Private non-sectarian day school in Japan

Nagoya International School (NIS) is a private non-sectarian day international school in Nagoya, Aichi, Japan. Instruction is in English. The co-educational school serves students in preschool through high school. Graduates earn a standard NIS diploma or an International Baccalaureate diploma. Nagoya International School was opened in 1964 partly in response to the demand for English-language instruction post World War II. The curriculum of Nagoya International School was initially based on the curriculum of American schools, but, over the years, the curriculum has been redesigned to be more international. The school is open to students of all backgrounds who can demonstrate the ability to succeed in an English-language school.

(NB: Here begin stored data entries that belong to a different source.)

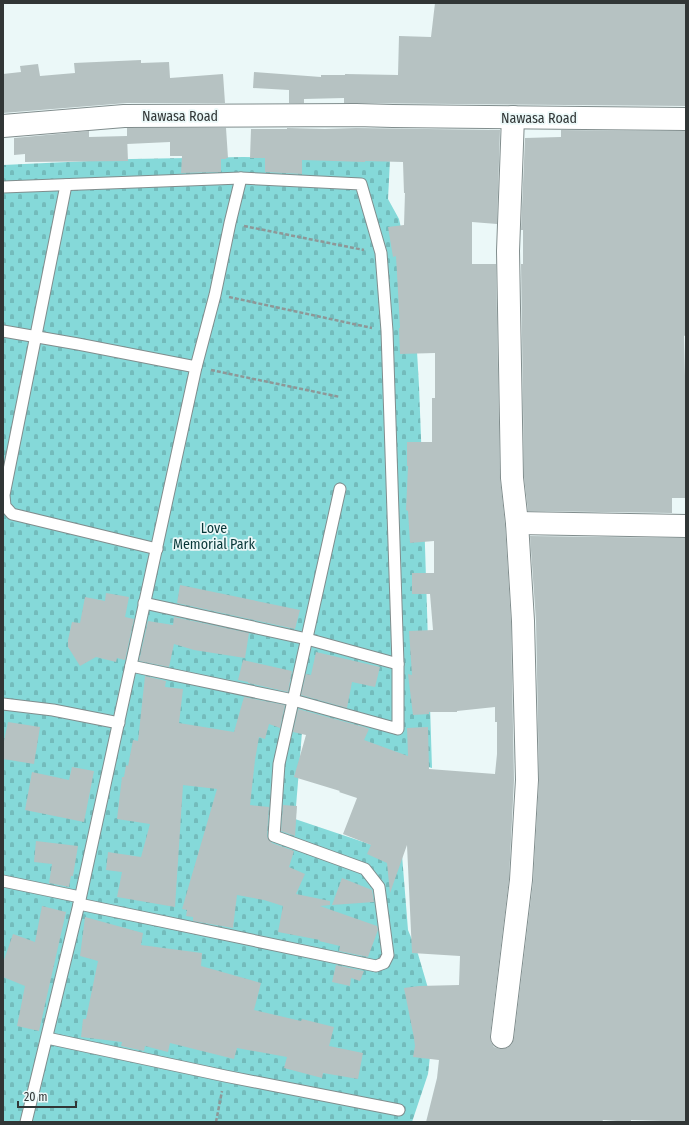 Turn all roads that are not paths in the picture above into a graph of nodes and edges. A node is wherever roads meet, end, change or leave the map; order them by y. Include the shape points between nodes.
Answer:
1 (513, 117) junction
2 (686, 119) edge
3 (3, 126) edge
4 (241, 178) junction
5 (66, 185) junction
6 (3, 187) edge
7 (3, 330) edge
8 (35, 336) junction
9 (196, 367) junction
10 (340, 489) dead end
11 (517, 523) junction
12 (686, 526) edge
13 (156, 549) junction
14 (144, 603) junction
15 (307, 639) junction
16 (398, 664) junction
17 (131, 666) junction
18 (293, 700) junction
19 (3, 704) edge
20 (119, 723) junction
21 (3, 881) edge
22 (80, 901) junction
23 (502, 1037) dead end
24 (47, 1038) junction
25 (399, 1110) dead end
26 (26, 1122) edge

1 - 2 street, Nawasa Road
1 - 3 street, Nawasa Road via 124,116
1 - 11 street via 508,251 512,478
4 - 5 lane
4 - 9 lane
4 - 16 lane via 360,184 381,253
5 - 6 lane
5 - 8 lane
7 - 8 lane
8 - 9 lane
8 - 13 lane via 4,495 5,506 12,514
9 - 13 lane
10 - 15 lane
11 - 12 street
11 - 23 street via 523,621 527,780 521,880
13 - 14 lane
14 - 15 lane
14 - 17 lane
15 - 16 lane
15 - 18 lane
16 - 18 lane via 398,729
17 - 18 lane
17 - 20 lane
18 - 22 lane via 279,764 274,836 365,868 379,887 388,955 384,963 376,966
19 - 20 lane via 53,710
20 - 22 lane
21 - 22 lane
22 - 24 lane
24 - 25 lane
24 - 26 lane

Nagoya International School enrolled 496 students at the start of the 2017/2018 academic year at which time it had 54 full-time faculty members.

== History ==
A school run by the American corporation Lockheed closed in 1963, precipitating a demand for a new international school that offered instruction in English for children of foreigners living in Japan. At that time, the only option for English-language instruction in the Nagoya area was the small and already crowded Apostolic Christian Academy, a Canadian school. David Smith, then the director of the Nagoya American Cultural Center, promoted the school and raised money for its launch from private and government sources. The United States State Department lent its support as did various businesses. The Aichi prefectural government was also an important early supporter.

The school held its first classes for 84 students on September 8, 1964 in an abandoned building on loan from Nanzan Jr. High school. The student body represented seven different nations. Enrollment increased to 104 the following year. The school leaders negotiated the purchase of land belonging to sixteen rice farmers in Moriyama-ku. Then Antonin Raymond, who studied under Frank Lloyd Wright, was hired to design a dedicated school building.
Construction kicked off in 1967. In 1968, the school held its first graduation.

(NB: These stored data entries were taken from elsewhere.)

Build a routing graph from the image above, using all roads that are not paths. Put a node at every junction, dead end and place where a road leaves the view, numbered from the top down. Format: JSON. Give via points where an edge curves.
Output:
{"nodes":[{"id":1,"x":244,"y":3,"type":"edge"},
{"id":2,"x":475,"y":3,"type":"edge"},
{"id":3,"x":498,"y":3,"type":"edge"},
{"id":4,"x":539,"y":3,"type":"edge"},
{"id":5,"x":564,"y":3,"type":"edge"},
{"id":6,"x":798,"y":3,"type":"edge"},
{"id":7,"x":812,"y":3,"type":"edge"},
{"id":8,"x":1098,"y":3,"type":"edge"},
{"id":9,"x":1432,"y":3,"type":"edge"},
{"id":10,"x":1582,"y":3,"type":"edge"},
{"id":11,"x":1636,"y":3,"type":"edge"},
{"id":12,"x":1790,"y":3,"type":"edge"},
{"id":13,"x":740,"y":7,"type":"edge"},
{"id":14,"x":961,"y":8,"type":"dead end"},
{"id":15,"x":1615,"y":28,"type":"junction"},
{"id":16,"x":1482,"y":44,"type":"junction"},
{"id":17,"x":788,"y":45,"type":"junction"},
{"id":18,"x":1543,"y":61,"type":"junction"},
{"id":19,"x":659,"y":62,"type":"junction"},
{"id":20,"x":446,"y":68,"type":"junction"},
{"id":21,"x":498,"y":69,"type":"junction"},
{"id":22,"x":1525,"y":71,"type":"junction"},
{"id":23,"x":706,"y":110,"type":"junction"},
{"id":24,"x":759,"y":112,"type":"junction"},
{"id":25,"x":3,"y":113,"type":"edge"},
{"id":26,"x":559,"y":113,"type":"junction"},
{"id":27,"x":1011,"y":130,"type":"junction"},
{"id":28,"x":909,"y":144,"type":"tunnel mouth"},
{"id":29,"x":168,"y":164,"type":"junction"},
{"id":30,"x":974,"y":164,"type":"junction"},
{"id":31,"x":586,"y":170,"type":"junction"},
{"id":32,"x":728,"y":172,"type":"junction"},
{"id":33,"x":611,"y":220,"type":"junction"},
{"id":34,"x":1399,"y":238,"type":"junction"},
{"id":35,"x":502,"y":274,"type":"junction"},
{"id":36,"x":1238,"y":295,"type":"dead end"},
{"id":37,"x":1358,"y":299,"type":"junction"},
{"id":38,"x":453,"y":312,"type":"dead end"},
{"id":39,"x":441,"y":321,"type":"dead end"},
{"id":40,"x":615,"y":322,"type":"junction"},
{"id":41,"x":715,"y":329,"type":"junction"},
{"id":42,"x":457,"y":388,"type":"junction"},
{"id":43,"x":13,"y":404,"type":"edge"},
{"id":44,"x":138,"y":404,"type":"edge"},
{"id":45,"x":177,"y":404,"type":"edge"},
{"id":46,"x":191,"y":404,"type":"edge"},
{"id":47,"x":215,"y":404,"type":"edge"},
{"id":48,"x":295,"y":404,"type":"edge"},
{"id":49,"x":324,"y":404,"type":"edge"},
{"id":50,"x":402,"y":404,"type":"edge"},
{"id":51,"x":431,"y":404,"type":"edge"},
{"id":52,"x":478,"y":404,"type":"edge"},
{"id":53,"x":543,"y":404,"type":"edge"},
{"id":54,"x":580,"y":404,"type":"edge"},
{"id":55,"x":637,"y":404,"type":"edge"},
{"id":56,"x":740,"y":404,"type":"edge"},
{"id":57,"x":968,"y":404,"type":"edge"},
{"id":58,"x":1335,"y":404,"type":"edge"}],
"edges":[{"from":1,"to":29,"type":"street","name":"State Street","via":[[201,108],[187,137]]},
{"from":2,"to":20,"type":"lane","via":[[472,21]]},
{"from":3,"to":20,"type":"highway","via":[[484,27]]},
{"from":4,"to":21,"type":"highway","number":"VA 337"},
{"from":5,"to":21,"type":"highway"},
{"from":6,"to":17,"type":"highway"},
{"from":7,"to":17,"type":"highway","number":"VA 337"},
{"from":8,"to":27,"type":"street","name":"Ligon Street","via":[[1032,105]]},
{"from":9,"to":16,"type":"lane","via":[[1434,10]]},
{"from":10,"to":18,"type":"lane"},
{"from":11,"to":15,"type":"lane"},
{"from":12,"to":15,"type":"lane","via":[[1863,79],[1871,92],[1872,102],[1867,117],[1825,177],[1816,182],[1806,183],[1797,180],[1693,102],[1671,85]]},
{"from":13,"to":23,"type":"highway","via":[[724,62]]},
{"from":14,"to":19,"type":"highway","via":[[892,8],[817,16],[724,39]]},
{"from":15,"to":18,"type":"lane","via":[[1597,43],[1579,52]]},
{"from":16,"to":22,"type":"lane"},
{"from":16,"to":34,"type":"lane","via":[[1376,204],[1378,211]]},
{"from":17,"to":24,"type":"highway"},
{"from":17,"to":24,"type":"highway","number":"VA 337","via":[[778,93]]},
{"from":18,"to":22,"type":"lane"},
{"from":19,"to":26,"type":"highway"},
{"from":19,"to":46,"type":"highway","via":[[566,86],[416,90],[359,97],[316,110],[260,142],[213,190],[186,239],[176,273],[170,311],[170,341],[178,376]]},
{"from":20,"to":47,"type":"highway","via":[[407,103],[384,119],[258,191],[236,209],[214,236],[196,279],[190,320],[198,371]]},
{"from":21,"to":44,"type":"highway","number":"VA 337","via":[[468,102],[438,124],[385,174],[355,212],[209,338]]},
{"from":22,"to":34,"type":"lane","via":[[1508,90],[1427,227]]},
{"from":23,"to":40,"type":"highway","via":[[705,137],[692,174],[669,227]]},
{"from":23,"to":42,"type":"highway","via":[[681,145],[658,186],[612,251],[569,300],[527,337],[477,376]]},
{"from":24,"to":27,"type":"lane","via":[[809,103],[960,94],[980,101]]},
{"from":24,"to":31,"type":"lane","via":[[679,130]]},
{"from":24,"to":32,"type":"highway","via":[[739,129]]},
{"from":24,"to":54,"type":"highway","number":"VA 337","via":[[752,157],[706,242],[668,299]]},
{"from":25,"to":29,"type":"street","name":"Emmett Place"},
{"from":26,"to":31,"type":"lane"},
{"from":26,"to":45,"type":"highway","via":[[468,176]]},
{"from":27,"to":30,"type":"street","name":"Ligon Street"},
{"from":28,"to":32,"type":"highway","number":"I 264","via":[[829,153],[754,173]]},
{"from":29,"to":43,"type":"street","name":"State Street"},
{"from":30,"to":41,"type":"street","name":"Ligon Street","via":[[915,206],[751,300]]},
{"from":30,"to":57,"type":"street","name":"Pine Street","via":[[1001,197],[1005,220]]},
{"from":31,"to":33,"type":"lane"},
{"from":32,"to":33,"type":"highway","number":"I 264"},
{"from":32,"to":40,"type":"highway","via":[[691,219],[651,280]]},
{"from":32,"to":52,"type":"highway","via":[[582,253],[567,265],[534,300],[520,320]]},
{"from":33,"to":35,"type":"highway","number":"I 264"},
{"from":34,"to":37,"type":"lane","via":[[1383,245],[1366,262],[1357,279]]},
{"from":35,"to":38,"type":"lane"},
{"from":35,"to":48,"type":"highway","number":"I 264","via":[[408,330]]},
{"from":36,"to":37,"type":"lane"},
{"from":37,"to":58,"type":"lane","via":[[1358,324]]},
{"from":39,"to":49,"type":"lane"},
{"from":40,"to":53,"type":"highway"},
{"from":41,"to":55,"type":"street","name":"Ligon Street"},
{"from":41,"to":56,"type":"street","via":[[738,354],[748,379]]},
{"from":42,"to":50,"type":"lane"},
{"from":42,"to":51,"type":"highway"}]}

Enrollment climbed to 313 students in the 1970s but declined steeply in the 1980s. Headmaster Don Bergman believed the school would not survive using its current model of enrolling only foreign students, and Nagoya International School opened its doors to Japanese students. Enrollment increased, stabilizing at 400. Following the Great Hanshin earthquake, the school's gym was deemed unsafe, and a new gym and classroom building was built. The new Wing Building was opened in 1999.

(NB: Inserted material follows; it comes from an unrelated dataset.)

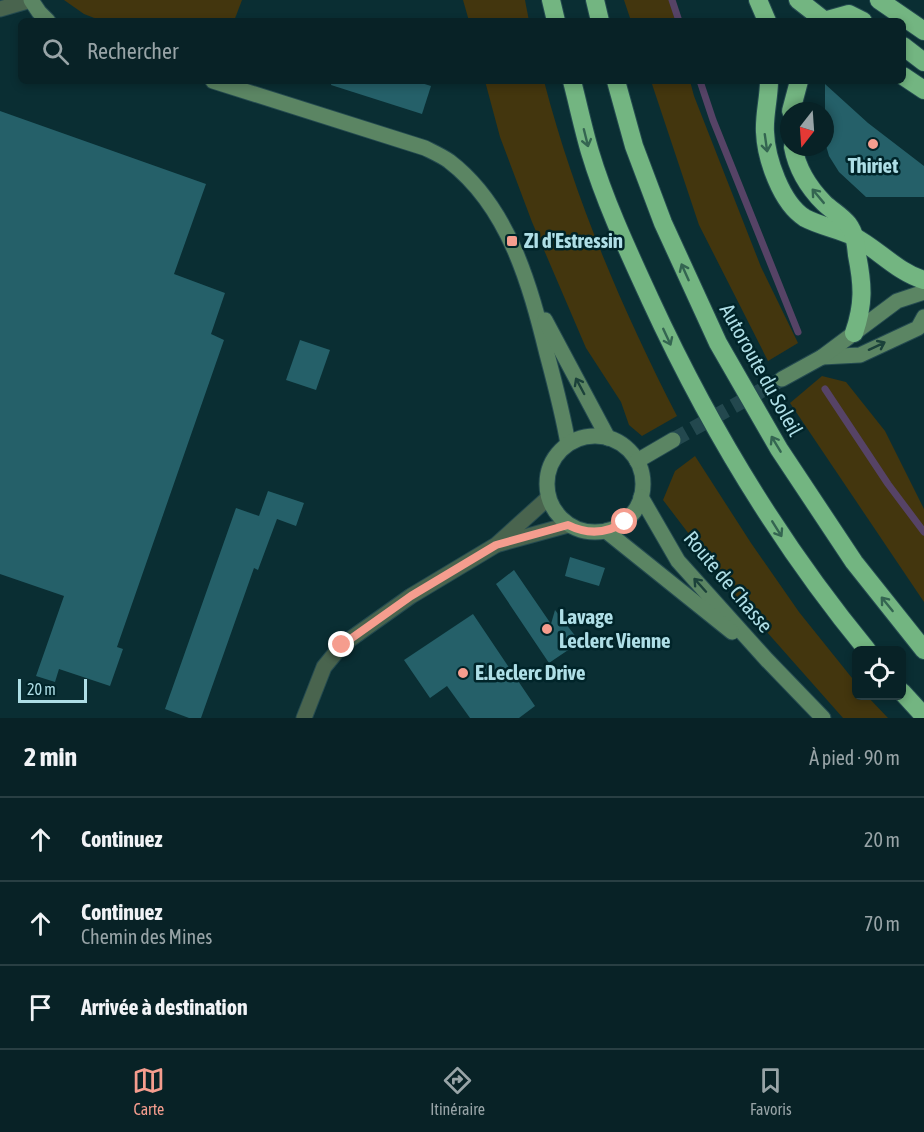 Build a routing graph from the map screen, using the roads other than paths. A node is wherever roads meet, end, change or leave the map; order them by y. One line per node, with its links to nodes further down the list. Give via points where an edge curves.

Charles Barton served as NIS headmaster from 1993-2007. During Barton's tenure, the school grew and new facilities were added. The Charles Barton Memorial Garden is named in his memory. The current Head of School, Matthew Parr, also serves as the President of the Japan Council of International Schools. In 2020, the brand new east building was finished to provide a better learning environment for the growing number of students. In 2022, the field was rebuilt because of its deteriorating artificial grass.

==Curriculum==
Nagoya International School offers four programs: preschool and kindergarten; elementary school, middle school, and high school. The curriculum is built around five essential elements of learning: knowledge, concepts, skills, attitudes and action. The preschool and kindergarten serves students ages 3–5, and curriculum is based on the Reggio Emilia approach. The elementary school serves students ages 6–10. The middle school serves students 11 through 14 and the high school serves students ages 15 through 18.

==Student life==
Nagoya International School's team mascot is the dolphin. The school has boys' volleyball, basketball, baseball, and soccer; girls' volleyball, basketball, soccer, and softball as well as co-educational tennis and badminton teams.

The school offers numerous classes in theater, art, and music. In 2014, the school implemented a student council to allow students a voice in school management.

==Community service==
Nagoya International School is substantially involved in the Nagoya community. The school sponsors the annual Nagoya Walkathon. Students participate in a number of charitable endeavors include tutoring and building houses for people in the Philippines, Cambodia, Thailand, and Malaysia. Students have twice assisted relief efforts in Tohoku. NIS also hosts a chapter of the Red Cross. The NIS Junior Red Cross teaches students to administer first aid and CPR and also to communicate in American Sign language.

==Facilities==
NIS facilities consist of five instructional buildings, a sports field, field house, playgrounds, and eight acres of open, park-like space. The school has a gym and a culture center as well as classrooms. As of 2017, a further expansion of the school is being considered. In 2020 the east building was finished. In 2022 the field was remade because of its age and deterioration.

==Finances==
As of 2016, 95 percent of Nagoya International School's funding comes from tuition and fees. The remainder is gifts and income from endowments.